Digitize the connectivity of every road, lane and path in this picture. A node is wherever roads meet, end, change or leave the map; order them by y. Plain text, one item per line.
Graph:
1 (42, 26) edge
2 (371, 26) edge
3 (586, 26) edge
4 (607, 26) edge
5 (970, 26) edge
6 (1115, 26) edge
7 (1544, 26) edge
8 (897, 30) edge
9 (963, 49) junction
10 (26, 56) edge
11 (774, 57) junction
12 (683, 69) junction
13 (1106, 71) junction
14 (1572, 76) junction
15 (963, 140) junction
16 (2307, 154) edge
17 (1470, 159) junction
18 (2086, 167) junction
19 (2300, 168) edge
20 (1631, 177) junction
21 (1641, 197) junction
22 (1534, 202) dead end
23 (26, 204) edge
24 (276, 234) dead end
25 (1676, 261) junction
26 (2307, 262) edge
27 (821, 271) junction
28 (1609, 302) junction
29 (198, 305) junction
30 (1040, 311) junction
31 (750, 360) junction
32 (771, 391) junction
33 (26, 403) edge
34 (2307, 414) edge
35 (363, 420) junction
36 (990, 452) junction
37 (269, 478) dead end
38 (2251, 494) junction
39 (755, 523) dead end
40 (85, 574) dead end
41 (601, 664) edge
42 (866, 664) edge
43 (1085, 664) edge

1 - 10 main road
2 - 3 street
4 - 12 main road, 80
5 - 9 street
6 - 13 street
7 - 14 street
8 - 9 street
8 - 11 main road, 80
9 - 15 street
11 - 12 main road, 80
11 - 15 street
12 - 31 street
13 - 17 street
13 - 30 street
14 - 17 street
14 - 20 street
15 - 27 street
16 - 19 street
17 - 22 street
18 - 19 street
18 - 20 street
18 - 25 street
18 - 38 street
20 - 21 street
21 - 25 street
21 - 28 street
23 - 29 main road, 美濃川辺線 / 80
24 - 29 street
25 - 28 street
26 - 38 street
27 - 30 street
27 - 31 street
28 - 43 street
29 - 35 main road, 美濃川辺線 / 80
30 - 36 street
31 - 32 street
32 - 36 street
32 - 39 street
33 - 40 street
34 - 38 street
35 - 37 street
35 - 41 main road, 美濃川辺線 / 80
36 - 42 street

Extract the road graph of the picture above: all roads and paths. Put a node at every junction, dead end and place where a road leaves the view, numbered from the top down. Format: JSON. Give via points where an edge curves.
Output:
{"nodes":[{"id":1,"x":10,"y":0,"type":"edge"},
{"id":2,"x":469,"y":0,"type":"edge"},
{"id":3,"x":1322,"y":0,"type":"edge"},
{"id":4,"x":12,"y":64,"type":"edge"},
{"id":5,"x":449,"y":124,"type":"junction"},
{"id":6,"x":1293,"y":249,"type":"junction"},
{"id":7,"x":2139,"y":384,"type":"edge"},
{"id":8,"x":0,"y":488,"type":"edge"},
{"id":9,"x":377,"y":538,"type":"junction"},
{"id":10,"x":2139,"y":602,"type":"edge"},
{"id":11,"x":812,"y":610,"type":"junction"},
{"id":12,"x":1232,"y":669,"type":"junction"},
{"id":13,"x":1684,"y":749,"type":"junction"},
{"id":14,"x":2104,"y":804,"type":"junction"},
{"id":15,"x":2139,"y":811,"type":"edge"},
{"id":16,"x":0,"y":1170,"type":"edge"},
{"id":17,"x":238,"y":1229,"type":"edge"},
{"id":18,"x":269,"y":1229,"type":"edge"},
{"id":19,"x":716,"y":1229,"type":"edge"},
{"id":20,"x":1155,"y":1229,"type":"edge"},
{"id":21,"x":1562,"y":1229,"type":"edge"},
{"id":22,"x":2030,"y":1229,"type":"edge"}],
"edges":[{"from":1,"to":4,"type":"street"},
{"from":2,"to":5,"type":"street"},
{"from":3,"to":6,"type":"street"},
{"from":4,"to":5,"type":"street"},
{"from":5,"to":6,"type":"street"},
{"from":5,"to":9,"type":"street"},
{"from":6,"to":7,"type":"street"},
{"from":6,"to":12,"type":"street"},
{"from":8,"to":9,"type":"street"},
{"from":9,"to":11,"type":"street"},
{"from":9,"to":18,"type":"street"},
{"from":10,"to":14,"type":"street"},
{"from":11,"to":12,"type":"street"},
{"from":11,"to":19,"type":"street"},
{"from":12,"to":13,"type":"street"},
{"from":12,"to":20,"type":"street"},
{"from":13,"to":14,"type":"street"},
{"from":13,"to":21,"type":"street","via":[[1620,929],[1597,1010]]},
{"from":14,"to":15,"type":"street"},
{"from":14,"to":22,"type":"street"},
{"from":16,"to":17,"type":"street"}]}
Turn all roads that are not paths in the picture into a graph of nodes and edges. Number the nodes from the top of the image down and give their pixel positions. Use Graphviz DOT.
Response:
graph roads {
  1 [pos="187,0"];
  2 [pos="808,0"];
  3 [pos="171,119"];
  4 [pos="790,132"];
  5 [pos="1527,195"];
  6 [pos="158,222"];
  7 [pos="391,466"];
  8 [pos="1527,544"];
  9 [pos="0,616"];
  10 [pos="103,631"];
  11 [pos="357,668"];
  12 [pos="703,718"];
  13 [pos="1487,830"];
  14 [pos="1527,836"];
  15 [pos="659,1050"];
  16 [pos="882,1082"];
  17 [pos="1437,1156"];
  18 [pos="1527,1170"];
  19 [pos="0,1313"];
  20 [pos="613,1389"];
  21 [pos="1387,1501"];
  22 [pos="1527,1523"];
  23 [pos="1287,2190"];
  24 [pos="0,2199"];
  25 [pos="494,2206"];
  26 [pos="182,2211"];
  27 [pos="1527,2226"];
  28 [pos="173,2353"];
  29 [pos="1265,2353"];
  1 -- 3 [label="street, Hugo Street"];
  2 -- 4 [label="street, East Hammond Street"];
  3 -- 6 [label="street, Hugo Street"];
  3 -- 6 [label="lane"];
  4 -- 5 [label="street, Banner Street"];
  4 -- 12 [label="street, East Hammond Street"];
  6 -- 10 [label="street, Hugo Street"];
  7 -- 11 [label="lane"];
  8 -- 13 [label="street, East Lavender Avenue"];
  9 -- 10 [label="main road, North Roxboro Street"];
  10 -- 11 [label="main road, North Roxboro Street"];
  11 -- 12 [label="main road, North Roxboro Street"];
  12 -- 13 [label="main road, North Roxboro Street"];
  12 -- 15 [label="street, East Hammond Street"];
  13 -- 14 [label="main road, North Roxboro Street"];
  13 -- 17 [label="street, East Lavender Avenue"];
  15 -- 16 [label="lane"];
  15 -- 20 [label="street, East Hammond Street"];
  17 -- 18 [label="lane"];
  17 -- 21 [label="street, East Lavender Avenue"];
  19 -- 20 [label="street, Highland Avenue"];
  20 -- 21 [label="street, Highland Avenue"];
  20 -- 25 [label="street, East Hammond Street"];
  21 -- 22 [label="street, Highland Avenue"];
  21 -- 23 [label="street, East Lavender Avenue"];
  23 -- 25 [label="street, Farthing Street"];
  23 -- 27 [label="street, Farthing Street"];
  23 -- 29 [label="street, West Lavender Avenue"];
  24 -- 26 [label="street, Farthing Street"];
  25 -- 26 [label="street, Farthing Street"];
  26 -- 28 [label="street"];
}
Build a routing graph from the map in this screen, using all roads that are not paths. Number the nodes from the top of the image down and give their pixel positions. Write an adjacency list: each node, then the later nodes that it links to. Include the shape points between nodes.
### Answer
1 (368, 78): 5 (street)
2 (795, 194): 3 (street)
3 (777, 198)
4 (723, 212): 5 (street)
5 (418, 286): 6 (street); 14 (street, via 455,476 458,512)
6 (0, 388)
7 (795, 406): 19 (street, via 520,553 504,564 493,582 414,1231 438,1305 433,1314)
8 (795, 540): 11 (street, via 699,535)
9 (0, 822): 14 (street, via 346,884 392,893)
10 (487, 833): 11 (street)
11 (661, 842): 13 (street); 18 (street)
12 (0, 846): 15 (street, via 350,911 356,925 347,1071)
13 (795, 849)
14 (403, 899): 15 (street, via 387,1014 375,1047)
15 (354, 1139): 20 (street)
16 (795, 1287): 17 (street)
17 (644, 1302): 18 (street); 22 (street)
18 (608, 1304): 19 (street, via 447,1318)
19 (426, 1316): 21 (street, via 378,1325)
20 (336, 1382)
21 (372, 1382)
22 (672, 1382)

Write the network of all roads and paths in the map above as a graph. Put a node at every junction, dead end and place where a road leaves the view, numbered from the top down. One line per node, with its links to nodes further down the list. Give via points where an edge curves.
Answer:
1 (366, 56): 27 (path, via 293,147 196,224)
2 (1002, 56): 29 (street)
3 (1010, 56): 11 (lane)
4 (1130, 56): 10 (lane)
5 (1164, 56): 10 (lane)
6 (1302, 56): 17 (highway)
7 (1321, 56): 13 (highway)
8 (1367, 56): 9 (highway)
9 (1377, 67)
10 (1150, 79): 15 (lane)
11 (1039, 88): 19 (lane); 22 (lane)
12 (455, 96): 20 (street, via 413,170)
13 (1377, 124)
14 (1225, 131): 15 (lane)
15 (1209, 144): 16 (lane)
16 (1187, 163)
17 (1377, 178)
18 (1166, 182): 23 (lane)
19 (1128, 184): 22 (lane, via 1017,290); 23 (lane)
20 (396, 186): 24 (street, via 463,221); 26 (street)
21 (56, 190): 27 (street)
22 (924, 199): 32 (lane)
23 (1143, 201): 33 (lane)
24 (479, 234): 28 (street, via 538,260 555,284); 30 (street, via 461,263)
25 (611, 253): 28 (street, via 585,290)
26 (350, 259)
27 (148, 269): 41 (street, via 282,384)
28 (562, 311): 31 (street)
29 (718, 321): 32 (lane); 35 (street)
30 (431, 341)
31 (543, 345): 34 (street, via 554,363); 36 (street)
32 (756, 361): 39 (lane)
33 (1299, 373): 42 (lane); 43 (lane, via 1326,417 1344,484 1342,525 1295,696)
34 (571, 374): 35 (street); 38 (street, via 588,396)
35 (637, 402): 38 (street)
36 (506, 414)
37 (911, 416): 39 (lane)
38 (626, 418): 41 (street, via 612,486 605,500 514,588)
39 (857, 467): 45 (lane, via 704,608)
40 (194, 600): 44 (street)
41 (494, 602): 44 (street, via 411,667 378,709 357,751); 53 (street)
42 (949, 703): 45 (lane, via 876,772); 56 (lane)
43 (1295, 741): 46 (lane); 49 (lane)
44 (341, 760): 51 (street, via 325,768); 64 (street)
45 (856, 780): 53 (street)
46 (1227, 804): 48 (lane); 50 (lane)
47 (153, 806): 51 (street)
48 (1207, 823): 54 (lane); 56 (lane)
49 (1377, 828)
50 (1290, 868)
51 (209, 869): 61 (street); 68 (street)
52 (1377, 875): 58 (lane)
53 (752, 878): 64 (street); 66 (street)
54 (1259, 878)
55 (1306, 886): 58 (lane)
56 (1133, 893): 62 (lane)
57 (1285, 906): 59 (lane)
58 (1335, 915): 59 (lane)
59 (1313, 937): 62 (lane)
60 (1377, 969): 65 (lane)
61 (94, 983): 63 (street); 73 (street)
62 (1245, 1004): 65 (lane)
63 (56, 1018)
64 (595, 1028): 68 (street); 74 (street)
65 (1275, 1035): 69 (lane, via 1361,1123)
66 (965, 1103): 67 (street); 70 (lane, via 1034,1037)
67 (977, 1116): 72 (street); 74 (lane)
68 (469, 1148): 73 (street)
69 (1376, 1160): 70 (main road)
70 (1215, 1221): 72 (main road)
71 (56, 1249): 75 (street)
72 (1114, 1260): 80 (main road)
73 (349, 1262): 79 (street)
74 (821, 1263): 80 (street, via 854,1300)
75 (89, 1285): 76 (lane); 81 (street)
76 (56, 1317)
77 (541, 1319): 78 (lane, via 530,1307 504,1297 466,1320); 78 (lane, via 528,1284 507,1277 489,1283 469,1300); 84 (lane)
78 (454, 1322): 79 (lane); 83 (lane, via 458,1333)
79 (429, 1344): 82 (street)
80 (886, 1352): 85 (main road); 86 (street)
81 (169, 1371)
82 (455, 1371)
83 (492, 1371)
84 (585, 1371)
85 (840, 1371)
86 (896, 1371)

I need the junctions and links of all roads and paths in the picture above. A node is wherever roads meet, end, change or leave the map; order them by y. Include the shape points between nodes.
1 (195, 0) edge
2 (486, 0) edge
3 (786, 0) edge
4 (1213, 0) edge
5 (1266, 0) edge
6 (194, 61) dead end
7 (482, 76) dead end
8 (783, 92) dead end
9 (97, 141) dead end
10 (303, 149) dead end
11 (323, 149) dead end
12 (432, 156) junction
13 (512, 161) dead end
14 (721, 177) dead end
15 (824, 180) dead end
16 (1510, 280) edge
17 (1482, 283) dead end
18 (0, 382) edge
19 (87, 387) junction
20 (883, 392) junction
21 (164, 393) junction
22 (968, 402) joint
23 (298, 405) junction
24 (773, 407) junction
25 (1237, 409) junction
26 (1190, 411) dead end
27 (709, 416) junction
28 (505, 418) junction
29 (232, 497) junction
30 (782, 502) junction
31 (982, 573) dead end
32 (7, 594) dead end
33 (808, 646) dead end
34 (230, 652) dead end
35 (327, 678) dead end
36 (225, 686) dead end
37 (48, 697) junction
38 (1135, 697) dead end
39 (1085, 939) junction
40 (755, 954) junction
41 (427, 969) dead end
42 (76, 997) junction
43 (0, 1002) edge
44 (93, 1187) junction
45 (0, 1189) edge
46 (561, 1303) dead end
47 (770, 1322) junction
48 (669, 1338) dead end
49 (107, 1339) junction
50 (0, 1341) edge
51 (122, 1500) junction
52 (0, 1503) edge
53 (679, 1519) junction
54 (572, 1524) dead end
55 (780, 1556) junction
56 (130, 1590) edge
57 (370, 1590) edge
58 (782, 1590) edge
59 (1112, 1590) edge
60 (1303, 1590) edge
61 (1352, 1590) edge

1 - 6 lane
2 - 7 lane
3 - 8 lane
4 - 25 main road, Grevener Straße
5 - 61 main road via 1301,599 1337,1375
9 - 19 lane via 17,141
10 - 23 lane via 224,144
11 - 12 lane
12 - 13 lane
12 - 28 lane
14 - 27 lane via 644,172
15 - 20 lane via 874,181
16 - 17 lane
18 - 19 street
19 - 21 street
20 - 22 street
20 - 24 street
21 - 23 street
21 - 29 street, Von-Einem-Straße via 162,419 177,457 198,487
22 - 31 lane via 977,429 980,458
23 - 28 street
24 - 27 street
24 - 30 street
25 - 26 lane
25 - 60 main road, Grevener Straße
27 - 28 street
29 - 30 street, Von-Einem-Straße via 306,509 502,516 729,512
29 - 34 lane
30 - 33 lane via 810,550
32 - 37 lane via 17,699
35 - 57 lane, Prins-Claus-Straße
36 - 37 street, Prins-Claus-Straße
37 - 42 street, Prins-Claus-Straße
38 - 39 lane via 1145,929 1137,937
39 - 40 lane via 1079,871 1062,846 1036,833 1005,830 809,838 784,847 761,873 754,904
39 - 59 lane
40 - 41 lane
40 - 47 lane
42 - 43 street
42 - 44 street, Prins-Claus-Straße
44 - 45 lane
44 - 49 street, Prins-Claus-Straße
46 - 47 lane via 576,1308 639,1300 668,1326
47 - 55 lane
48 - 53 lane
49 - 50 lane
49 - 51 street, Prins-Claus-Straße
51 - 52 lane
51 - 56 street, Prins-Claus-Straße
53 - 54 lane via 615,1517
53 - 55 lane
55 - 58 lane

- - - -

Task
Every line of the entries above that includes "Grevener" should be copied.

Response box
4 - 25 main road, Grevener Straße
25 - 60 main road, Grevener Straße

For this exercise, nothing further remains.